> **The data**:
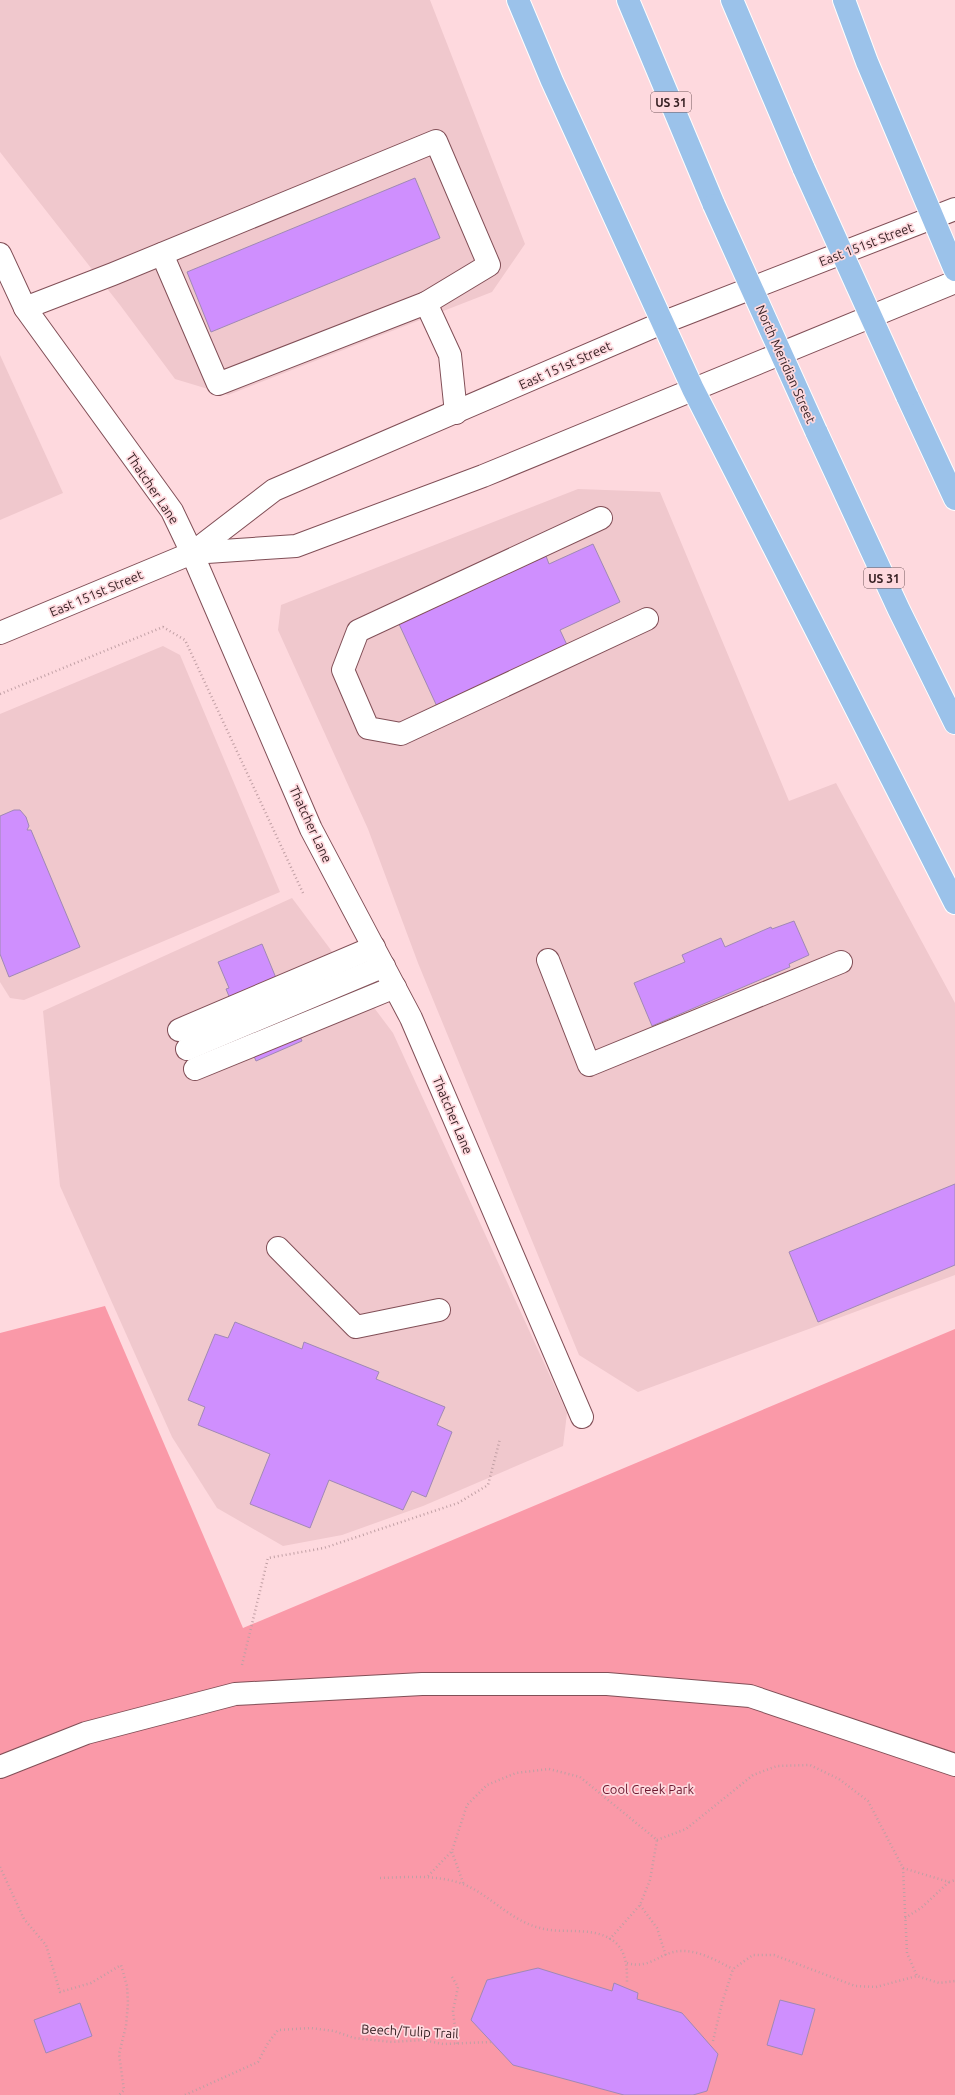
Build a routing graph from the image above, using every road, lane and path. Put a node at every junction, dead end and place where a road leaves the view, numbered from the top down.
1 (518, 0) edge
2 (628, 0) edge
3 (732, 0) edge
4 (844, 0) edge
5 (955, 209) edge
6 (933, 218) junction
7 (0, 254) edge
8 (162, 254) junction
9 (955, 270) edge
10 (955, 282) edge
11 (426, 303) junction
12 (25, 308) junction
13 (662, 323) junction
14 (693, 389) junction
15 (456, 413) junction
16 (955, 500) edge
17 (601, 518) dead end
18 (192, 553) junction
19 (647, 619) dead end
20 (0, 633) edge
21 (0, 694) edge
22 (955, 723) edge
23 (303, 893) dead end
24 (955, 903) edge
25 (374, 947) junction
26 (548, 960) dead end
27 (841, 962) dead end
28 (384, 966) junction
29 (395, 986) junction
30 (195, 1069) dead end
31 (278, 1248) dead end
32 (439, 1310) dead end
33 (582, 1418) dead end
34 (500, 1439) dead end
35 (235, 1694) junction
36 (955, 1765) edge
37 (0, 1767) edge
38 (657, 1840) junction
39 (452, 1851) junction
40 (0, 1867) edge
41 (903, 1868) junction
42 (428, 1876) junction
43 (380, 1878) dead end
44 (955, 1880) edge
45 (949, 1882) junction
46 (464, 1885) junction
47 (640, 1905) junction
48 (905, 1918) junction
49 (609, 1940) junction
50 (666, 1956) junction
51 (627, 1963) junction
52 (733, 1969) junction
53 (918, 1976) junction
54 (452, 1977) dead end
55 (955, 1981) edge
56 (627, 1982) dead end
57 (713, 2041) dead end
58 (492, 2042) dead end
59 (458, 2044) junction
60 (124, 2090) junction
61 (119, 2095) edge
62 (125, 2095) edge
63 (185, 2095) edge

1 - 13 highway
2 - 22 highway, North Meridian Street / US 31, bridge
3 - 16 highway, bridge
4 - 6 highway
5 - 6 street, East 151st Street
6 - 9 highway
6 - 13 street, East 151st Street
7 - 12 street, Thatcher Lane
8 - 11 street
8 - 11 street
8 - 12 street
10 - 14 street, East 151st Street
11 - 15 street
12 - 18 street, Thatcher Lane
13 - 14 highway
13 - 15 street, East 151st Street
14 - 18 street, East 151st Street
14 - 24 highway
15 - 18 street, East 151st Street
17 - 19 street
18 - 20 street, East 151st Street
18 - 25 street, Thatcher Lane
21 - 23 path
25 - 28 street, Thatcher Lane
25 - 28 street
26 - 27 street
28 - 29 street, Thatcher Lane
29 - 30 street
29 - 33 street, Thatcher Lane
31 - 32 street
34 - 35 path
35 - 36 street
35 - 37 street
38 - 39 path
38 - 41 path
38 - 47 path
39 - 42 path
39 - 46 path
40 - 60 path
41 - 45 path
41 - 48 path
42 - 43 path
42 - 46 path
44 - 45 path
45 - 48 path
46 - 49 path
47 - 49 path
47 - 50 path
48 - 53 path
49 - 51 path
50 - 51 path
50 - 52 path
51 - 56 path
52 - 53 path
52 - 57 path
53 - 55 path
54 - 59 path
58 - 59 path, Beech/Tulip Trail
59 - 63 path, Beech/Tulip Trail
60 - 61 path
60 - 62 path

> **Assigned task**:
Search the records for the word "East". Copy each line where it appears.

> **Worked solution**:
5 - 6 street, East 151st Street
6 - 13 street, East 151st Street
10 - 14 street, East 151st Street
13 - 15 street, East 151st Street
14 - 18 street, East 151st Street
15 - 18 street, East 151st Street
18 - 20 street, East 151st Street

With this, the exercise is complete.